CIQUP has made breakthrough contributions to the experimental study of nanostructuration phenomena in ionic liquids (IL). The key role of alkyl chain length on IL nanostructuration was highlighted, being now widely accepted in the literature that this phenomenon is intensified after the Critical Alkyl Length (CAL) of six carbon atoms. This new model of interpretation of IL has had impact in the scientific community and is now widely used in the rationalization of IL properties and functionality in the bulk and at interfaces. Under this framework, further advances were made on: the impact of cation symmetry on IL nanoscale structuration; self-aggregation of IL; cation alkyl side chain length and symmetry effects on the surface tension of IL; thermal behaviour anomalies.
Measurements of differential capacities for IL and their mixtures revealed interfacial nanostructuration and theoretically predicted phase transitions. A result with potential great impact in the development of double layer supercapacitors was the achievement of double layer capacity enhancement using appropriate IL mixtures.

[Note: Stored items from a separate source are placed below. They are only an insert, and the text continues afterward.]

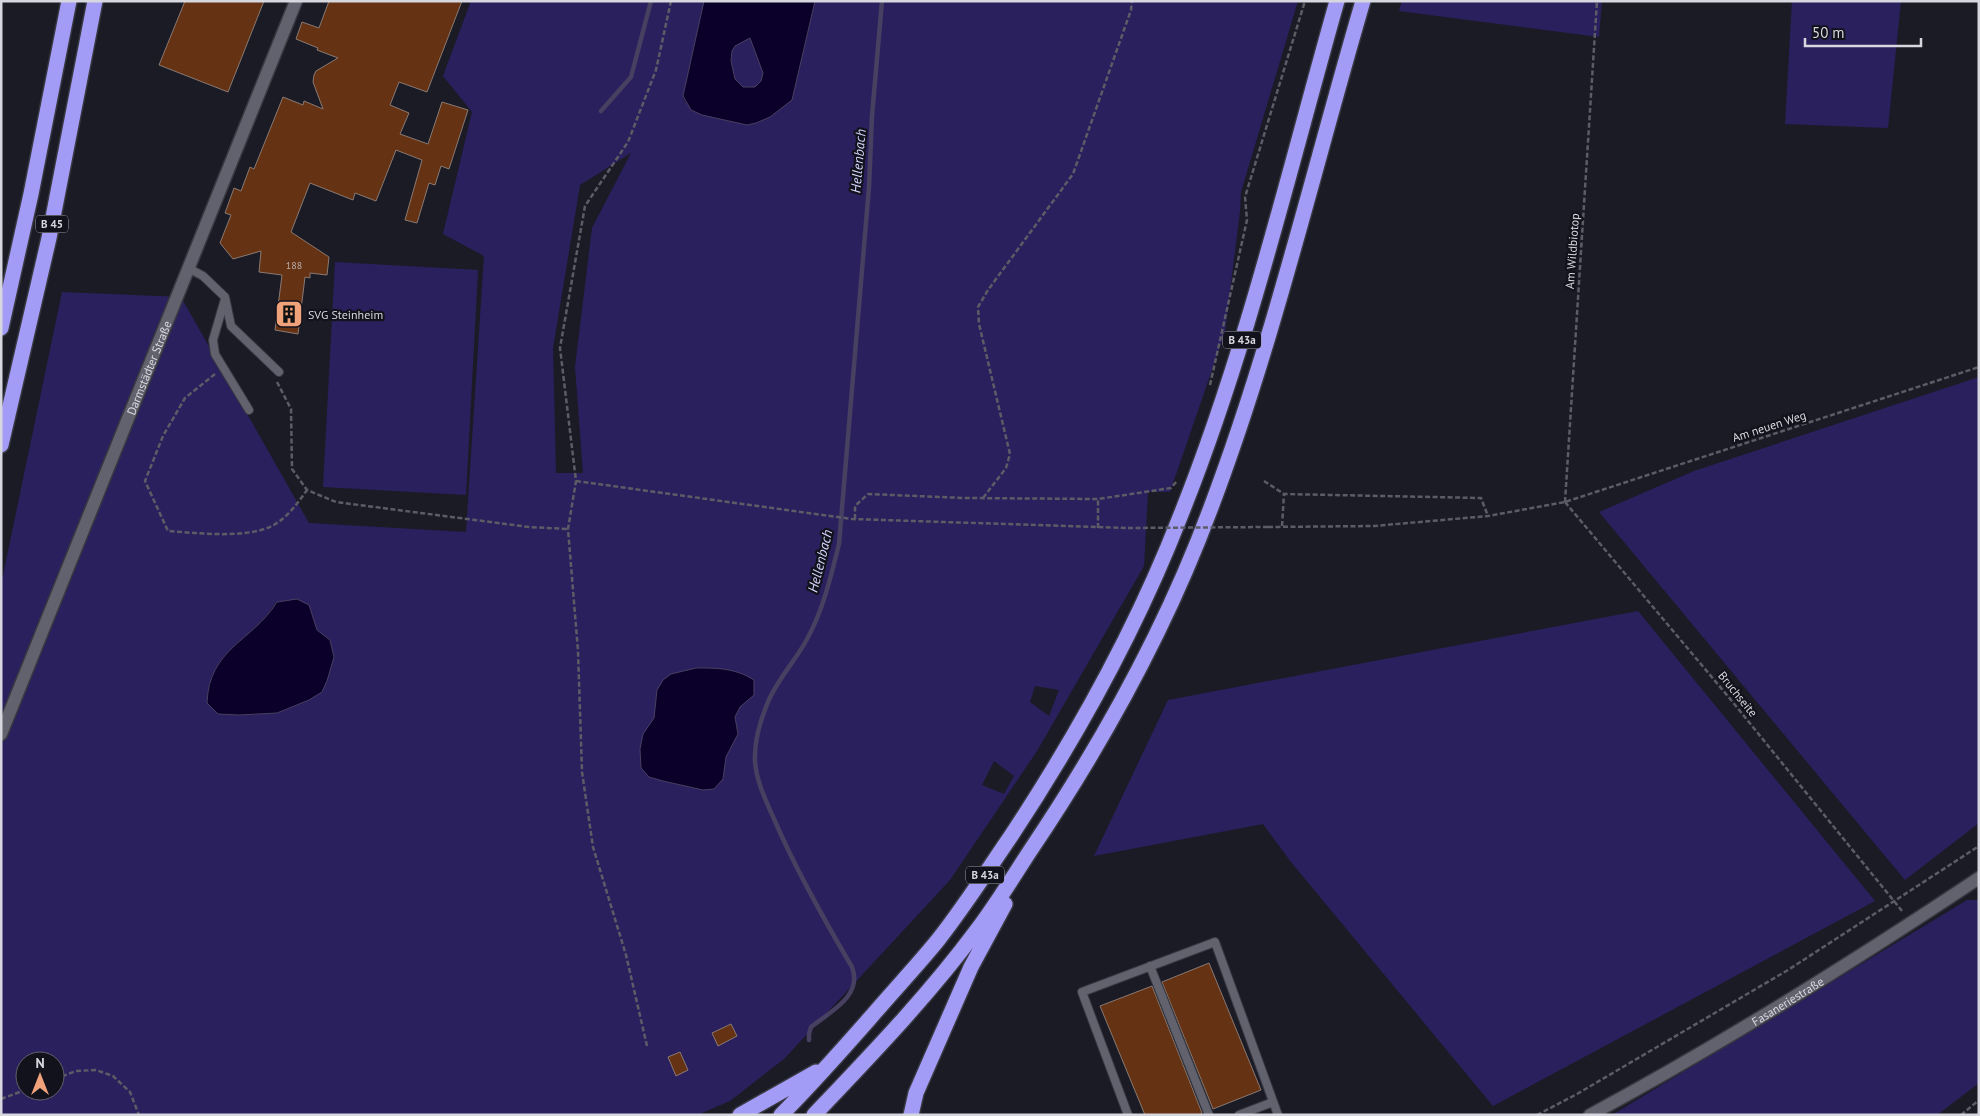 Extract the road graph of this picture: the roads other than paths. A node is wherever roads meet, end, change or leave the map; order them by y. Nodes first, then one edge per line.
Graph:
1 (69, 1) edge
2 (95, 1) edge
3 (296, 1) edge
4 (1337, 1) edge
5 (1363, 1) edge
6 (188, 268) junction
7 (225, 297) junction
8 (1, 328) edge
9 (279, 372) road end
10 (249, 410) dead end
11 (1, 445) edge
12 (1, 734) edge
13 (1052, 819) junction
14 (1979, 878) edge
15 (1150, 966) junction
16 (830, 1064) junction
17 (1273, 1102) junction
18 (740, 1115) edge
19 (781, 1115) edge
20 (814, 1115) edge
21 (911, 1115) edge
22 (1128, 1115) edge
23 (1209, 1115) edge
24 (1239, 1115) edge
25 (1278, 1115) edge
26 (1590, 1115) edge

1 - 8 highway, B 45
2 - 11 highway, B 45
3 - 6 street, Darmstädter Straße
4 - 16 highway, B 43a
5 - 13 highway, B 43a
6 - 7 lane
6 - 12 street, Darmstädter Straße
7 - 9 lane
7 - 10 lane
13 - 20 highway, B 43a
13 - 21 highway
14 - 26 street, Fasaneriestraße
15 - 17 lane
15 - 22 lane
15 - 23 lane
16 - 18 highway
16 - 19 highway, B 43a
17 - 24 lane
17 - 25 lane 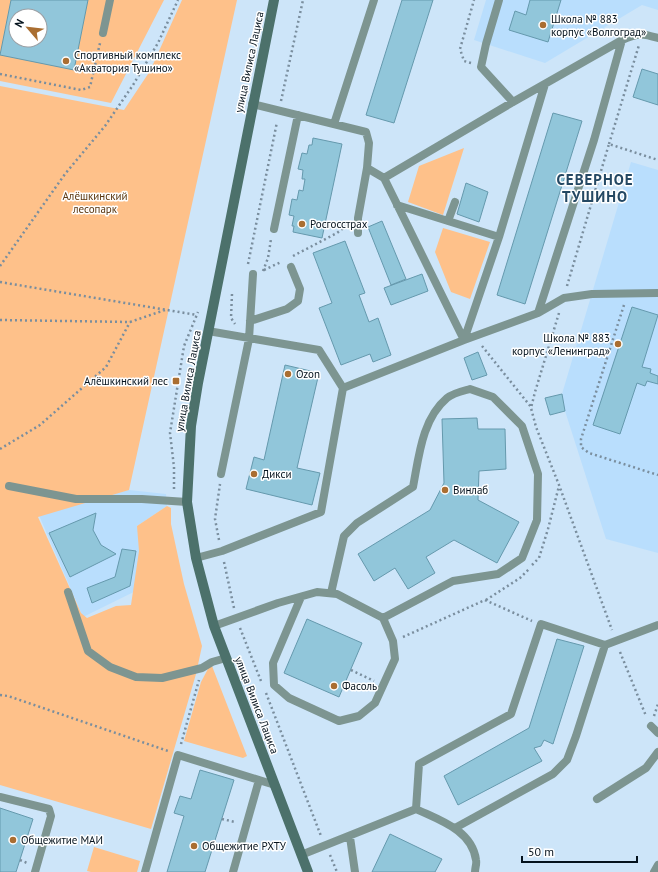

Expertise on both electrified and non-electrified Interfaces (solid/liquid, liquid/liquid and liquid/gas) and on the preparation of advanced architectures of composite materials with controlled thickness were used to obtain key results. These include the development of enhanced sensing devices by controlled growth of hierarchical interfacial structures. In particular, the design and synthesis of new monomers for molecular imprinting maximizing the non covalent bond of target molecules with successful application in achieving very high degree of enantiometric separation. Micro and mesoporous composites with relevant sorption features for metal cations were successfully prepared using materials extracted from fisheries residues. The designed scheme was inspired by biological silicate bridge found on chondrontoin sulfate, offering a potential application in biosorption, sensing and separation processes. Green processes for electrodeposition of metals and alloys using ionic fluids (ILs and deep eutectic solvents) were developed.
High quality data on the dispersion of carbon nanotubes using ionic amphiphiles were obtained and new objective metrics were introduced, a novel approach that allowed us to relate the dispersion process with the molecular properties of the dispersants. This approach may prove crucial to develop non-covalent hierarchical 3D materials in a rational way.


Regarding drug discovery for neurodegenerative diseases, innovative chemical entities based on chromone, cinnamic and benzoic acids scaffolds were obtained. The strategies included: a) rational design and synthesis of concise and diversity-oriented libraries guided by target- and cell-based phenotypic screenings; b) hit-to-lead and lead optimization performed through tailored structural modifications based on (bio)isosterism and guided by structure-activity-relationships; c) pharmacokinetic and pharmacodynamic optimization, including improvement of pharmacological potency and target selectivity, drug-likeness, solubility, membrane permeability and toxicity.
The new entities included: a) a potent, selective and reversible chromone-based MAO-B inhibitor with improved safety and drug-like properties over MAO-B inhibitors used in Parkinson´s; b) the first centrally active and non-hepatotoxic nitrocatechol-based COMT inhibitor, with improved safety over tolcapone, an inhibitor used in clinic; and c) the first mitochondriotropic antioxidants based on a dietary antioxidants with therapeutic potential in mitochondrial oxidative stress-related diseases, like Alzheimer´s and Parkinson´s.